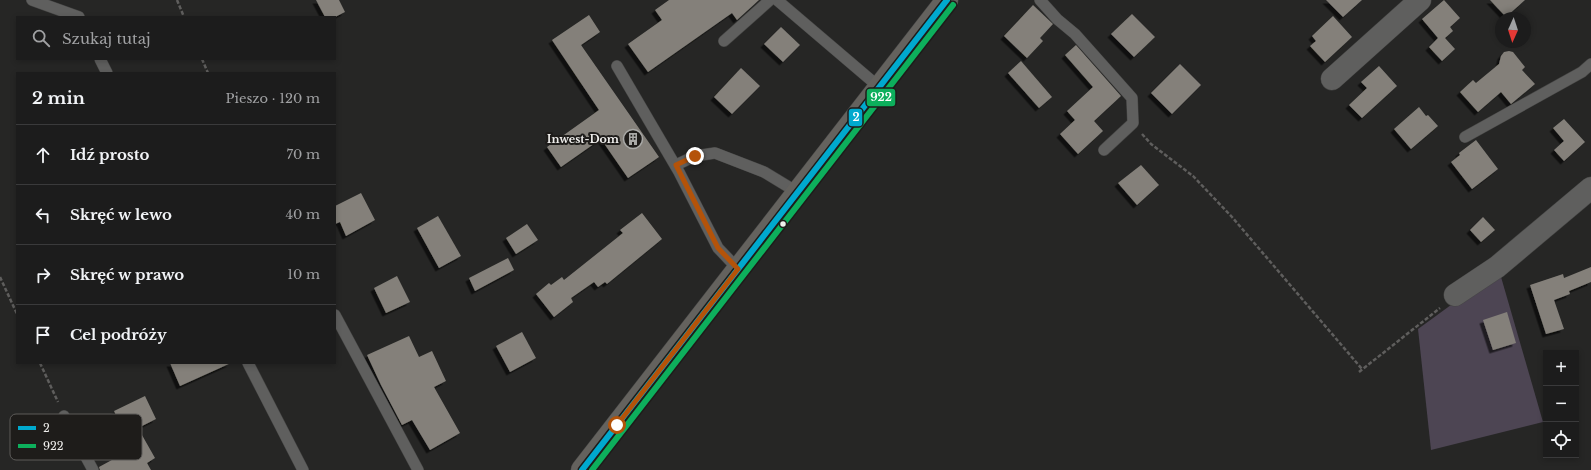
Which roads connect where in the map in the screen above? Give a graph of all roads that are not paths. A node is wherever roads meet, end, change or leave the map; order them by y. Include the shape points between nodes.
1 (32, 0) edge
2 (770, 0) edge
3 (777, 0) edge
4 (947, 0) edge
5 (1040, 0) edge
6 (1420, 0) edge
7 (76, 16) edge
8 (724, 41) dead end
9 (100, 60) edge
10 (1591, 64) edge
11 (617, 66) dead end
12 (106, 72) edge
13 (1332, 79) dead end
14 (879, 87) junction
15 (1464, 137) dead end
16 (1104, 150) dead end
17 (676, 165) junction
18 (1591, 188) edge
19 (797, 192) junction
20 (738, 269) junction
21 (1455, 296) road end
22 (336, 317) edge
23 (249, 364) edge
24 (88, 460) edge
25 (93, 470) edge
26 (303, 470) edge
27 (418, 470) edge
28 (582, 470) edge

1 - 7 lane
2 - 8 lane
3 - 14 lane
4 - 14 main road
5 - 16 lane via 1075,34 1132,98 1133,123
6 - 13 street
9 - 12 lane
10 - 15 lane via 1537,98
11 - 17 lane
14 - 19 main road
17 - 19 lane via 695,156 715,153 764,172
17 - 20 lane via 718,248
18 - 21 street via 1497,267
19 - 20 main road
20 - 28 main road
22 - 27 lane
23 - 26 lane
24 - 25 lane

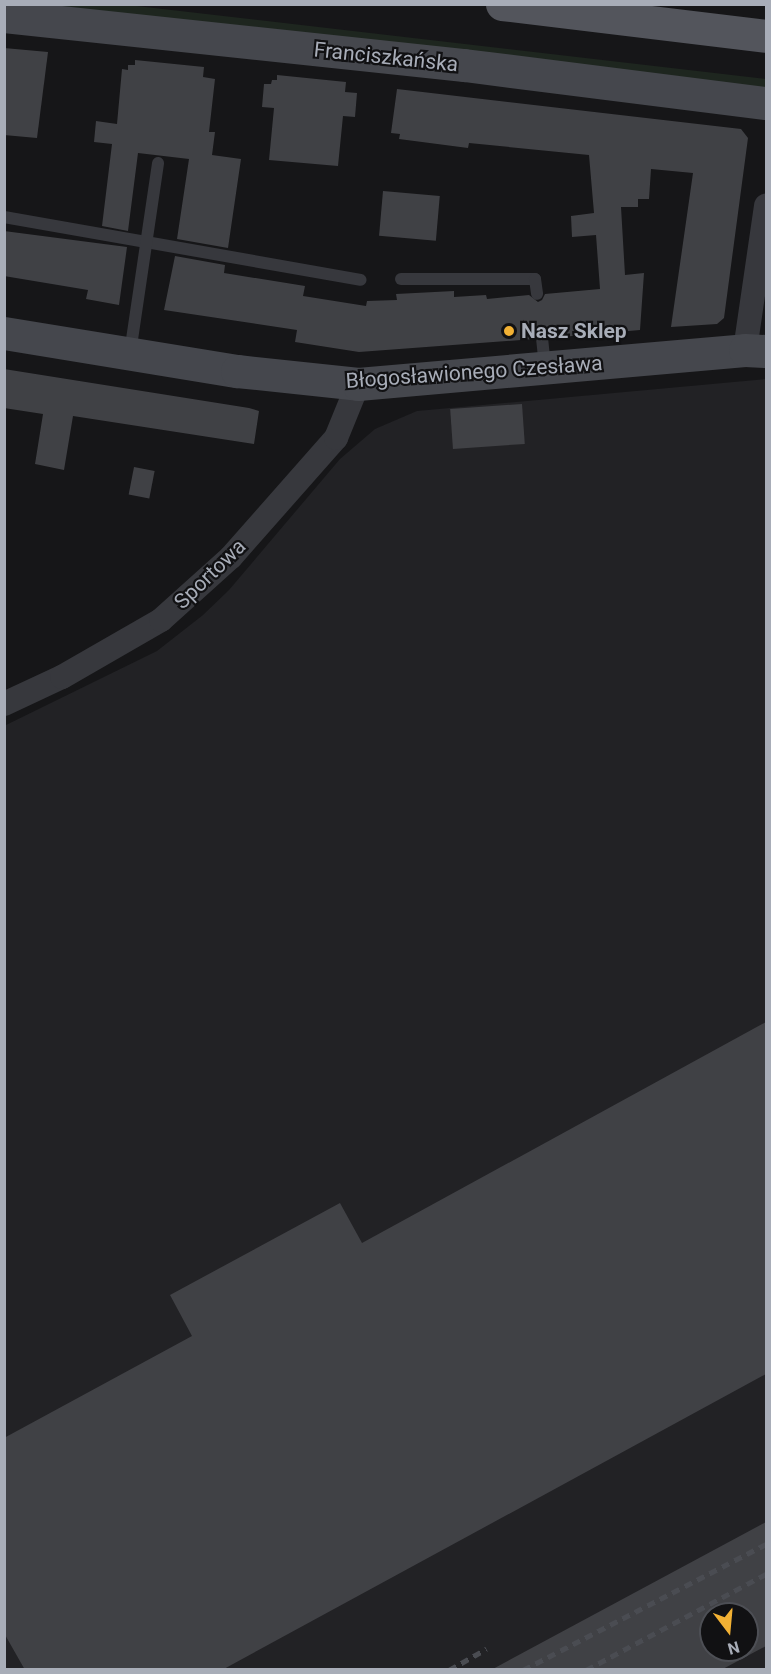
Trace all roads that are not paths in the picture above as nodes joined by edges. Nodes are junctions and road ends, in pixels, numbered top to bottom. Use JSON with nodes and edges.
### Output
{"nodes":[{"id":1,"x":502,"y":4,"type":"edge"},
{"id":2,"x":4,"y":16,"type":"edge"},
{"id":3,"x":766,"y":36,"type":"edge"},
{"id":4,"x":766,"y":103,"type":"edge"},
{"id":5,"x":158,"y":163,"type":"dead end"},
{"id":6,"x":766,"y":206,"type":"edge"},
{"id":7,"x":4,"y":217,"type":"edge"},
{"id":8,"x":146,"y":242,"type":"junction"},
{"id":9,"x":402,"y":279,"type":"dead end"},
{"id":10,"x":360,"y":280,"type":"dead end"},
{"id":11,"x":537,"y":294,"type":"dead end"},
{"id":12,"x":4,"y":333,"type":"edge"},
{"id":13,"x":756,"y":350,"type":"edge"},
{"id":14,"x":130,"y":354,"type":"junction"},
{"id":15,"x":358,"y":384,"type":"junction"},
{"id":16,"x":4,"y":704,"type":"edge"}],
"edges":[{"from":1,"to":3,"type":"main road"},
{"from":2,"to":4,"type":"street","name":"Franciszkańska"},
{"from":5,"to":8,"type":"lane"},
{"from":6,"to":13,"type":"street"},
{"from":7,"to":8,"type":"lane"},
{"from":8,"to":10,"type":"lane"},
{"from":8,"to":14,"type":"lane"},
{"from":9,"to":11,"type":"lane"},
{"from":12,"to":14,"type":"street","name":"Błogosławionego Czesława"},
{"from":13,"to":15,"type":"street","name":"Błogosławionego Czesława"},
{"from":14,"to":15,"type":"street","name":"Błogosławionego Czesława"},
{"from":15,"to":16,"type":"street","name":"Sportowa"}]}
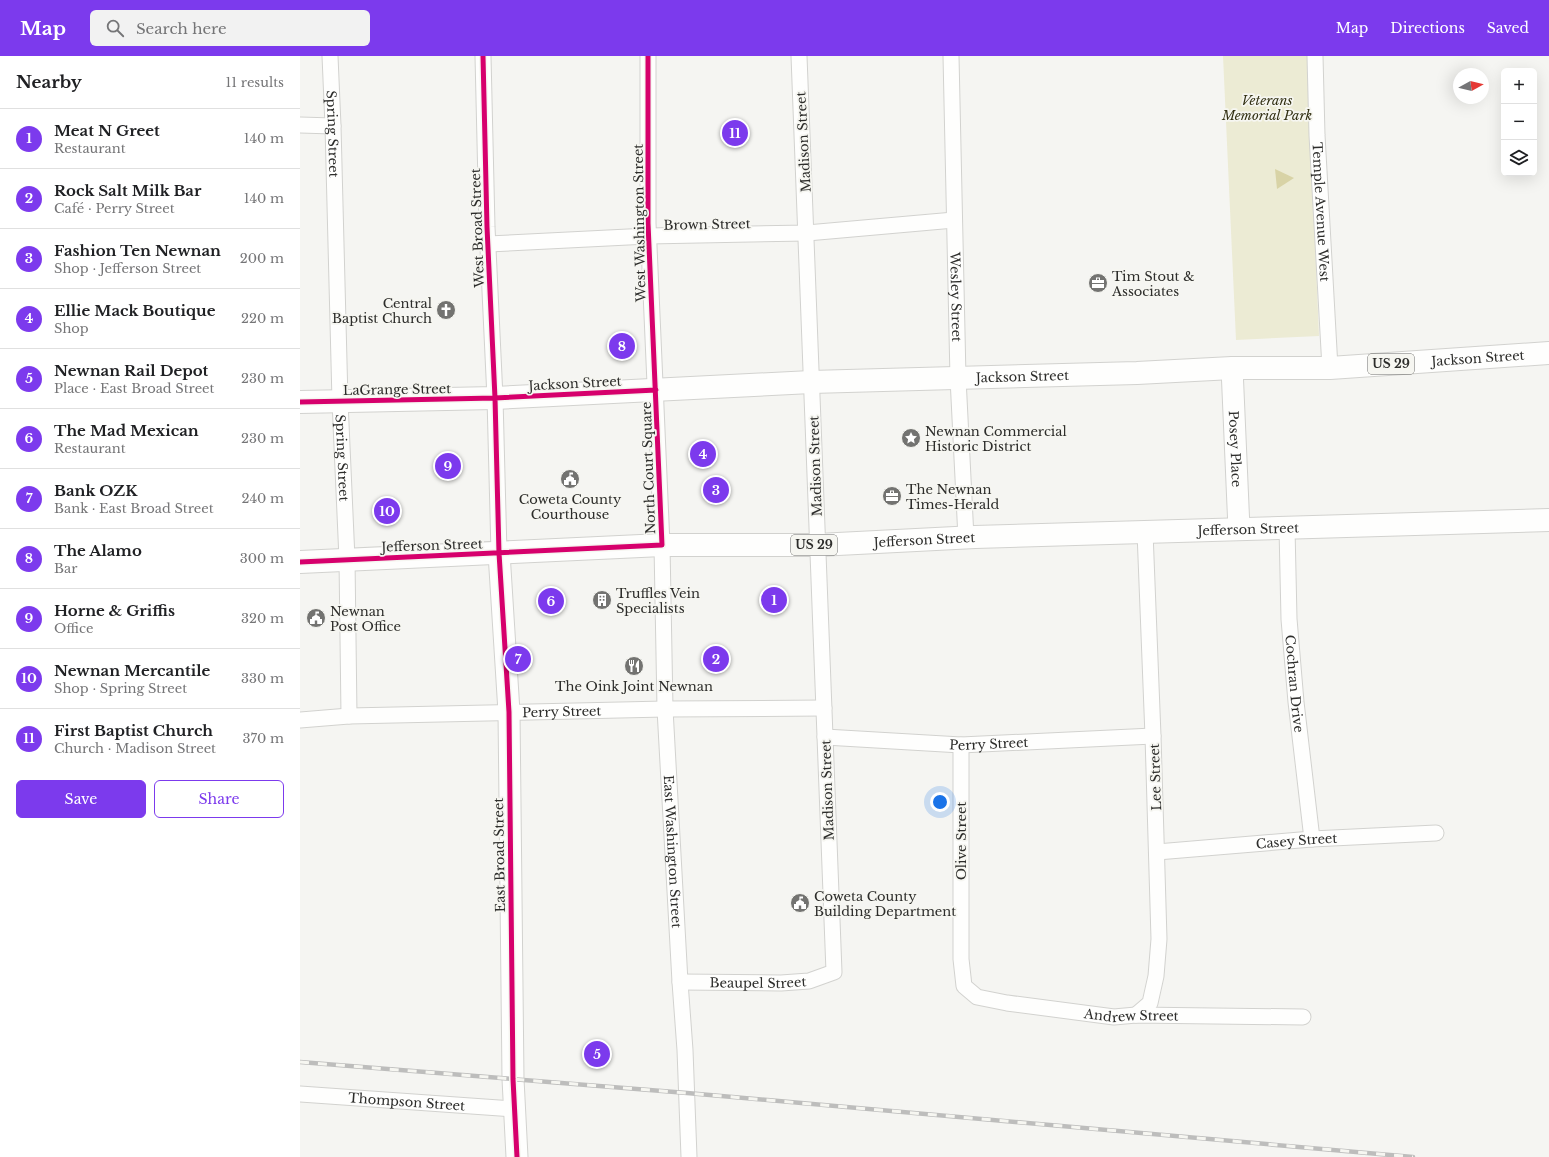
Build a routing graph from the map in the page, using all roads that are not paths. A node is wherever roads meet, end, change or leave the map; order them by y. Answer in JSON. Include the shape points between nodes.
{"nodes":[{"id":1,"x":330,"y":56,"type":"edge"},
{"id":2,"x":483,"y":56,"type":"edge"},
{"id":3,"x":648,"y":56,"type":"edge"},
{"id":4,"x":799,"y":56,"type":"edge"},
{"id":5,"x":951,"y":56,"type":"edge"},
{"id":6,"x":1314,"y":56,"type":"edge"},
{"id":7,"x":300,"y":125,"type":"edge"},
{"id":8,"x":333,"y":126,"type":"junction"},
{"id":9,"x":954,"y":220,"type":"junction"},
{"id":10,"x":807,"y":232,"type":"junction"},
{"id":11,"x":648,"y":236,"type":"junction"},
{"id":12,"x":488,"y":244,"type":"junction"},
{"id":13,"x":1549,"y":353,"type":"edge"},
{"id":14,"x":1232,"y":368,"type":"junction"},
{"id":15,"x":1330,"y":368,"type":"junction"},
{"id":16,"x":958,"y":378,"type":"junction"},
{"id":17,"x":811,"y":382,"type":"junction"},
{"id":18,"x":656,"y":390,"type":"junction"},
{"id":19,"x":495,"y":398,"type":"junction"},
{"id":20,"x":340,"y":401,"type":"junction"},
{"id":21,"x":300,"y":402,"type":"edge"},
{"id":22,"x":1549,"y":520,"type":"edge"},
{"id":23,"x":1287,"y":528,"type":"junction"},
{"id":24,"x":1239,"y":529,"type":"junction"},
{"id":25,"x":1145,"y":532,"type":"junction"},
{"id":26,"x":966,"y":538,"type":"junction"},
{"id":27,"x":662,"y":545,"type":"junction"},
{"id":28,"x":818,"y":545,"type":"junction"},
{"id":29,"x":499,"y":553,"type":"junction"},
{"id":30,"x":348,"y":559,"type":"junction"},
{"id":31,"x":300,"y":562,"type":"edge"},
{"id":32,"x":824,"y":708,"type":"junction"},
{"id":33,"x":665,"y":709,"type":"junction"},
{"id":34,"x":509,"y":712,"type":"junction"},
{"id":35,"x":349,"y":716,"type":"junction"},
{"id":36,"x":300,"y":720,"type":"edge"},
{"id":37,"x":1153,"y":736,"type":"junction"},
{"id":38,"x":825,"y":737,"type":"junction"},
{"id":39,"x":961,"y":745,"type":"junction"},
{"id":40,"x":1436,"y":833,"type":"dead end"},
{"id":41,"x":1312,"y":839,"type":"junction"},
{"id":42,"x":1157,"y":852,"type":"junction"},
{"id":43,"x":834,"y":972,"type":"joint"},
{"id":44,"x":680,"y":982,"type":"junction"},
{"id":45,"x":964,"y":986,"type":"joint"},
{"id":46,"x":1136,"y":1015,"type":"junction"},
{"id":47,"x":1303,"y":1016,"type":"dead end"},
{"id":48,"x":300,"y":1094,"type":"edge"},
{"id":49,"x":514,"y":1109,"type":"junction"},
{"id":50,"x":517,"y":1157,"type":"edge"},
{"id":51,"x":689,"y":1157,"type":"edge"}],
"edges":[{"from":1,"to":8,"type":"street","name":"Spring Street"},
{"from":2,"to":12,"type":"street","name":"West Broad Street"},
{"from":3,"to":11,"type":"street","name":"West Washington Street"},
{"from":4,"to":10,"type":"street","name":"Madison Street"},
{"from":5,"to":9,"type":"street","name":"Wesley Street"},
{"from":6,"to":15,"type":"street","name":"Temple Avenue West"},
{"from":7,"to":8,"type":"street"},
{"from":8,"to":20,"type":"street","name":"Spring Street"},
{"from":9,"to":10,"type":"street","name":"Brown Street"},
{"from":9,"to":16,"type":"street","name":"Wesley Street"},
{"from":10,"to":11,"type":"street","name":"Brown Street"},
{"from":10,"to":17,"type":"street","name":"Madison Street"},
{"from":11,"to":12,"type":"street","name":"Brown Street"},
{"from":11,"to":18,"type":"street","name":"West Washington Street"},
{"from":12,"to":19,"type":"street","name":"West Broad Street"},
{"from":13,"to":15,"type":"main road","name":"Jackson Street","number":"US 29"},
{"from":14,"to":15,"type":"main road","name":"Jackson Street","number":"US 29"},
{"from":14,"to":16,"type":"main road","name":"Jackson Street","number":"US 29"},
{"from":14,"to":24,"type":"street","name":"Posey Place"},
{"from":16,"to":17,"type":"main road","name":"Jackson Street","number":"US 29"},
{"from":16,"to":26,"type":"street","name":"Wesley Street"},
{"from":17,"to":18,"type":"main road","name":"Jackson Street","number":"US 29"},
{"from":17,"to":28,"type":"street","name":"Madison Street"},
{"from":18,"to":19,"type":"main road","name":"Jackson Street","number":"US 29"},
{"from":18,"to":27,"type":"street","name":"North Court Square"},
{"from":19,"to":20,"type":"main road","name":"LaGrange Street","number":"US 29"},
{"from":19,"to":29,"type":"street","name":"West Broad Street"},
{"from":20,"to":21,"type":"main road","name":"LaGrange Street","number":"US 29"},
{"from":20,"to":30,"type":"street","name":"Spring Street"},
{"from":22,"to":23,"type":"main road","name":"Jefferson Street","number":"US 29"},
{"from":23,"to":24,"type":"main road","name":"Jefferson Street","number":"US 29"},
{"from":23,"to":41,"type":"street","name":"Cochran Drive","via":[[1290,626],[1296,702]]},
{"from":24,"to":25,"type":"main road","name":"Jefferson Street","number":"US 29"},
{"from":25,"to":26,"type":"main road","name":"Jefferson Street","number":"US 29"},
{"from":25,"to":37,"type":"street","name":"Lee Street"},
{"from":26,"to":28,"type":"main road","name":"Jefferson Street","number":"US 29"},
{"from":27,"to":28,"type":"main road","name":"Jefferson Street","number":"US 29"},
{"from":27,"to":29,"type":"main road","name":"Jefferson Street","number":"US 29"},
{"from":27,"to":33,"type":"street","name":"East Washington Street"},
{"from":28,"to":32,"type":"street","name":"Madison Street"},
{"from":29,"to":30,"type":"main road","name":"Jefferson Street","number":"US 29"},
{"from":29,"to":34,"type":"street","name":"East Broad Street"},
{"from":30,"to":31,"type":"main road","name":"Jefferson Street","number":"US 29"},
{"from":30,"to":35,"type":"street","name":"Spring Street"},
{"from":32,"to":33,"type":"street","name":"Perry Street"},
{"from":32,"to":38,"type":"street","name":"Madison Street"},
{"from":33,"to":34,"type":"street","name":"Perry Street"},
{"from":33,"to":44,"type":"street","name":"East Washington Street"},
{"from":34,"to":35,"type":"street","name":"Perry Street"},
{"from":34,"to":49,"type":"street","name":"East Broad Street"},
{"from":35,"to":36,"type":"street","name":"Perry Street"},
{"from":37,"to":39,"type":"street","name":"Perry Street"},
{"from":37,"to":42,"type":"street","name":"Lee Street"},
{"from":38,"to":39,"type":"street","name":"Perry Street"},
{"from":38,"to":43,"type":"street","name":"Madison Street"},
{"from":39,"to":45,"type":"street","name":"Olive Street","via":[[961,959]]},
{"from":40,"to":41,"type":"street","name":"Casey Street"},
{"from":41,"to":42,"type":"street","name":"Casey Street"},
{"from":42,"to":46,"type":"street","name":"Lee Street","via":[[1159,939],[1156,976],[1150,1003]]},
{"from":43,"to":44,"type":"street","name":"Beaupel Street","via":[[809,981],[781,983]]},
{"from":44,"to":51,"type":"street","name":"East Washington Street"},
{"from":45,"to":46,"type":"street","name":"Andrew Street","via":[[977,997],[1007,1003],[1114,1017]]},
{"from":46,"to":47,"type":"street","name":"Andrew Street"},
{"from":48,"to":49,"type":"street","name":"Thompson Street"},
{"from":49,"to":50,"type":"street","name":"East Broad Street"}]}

* * * * *

* [WHAT IS REQUIRED]: In the records above, each line with the string "between" should be copied.

* [SOLUTION TO THE PROBLEM]:
Which roads connect where in the map in the screen above? Give a graph of all roads that are not paths. A node is wherever roads meet, end, change or leave the map; order them by y. Include the shape points between nodes.
Build a routing graph from the map in the page, using all roads that are not paths. A node is wherever roads meet, end, change or leave the map; order them by y. Answer in JSON. Include the shape points between nodes.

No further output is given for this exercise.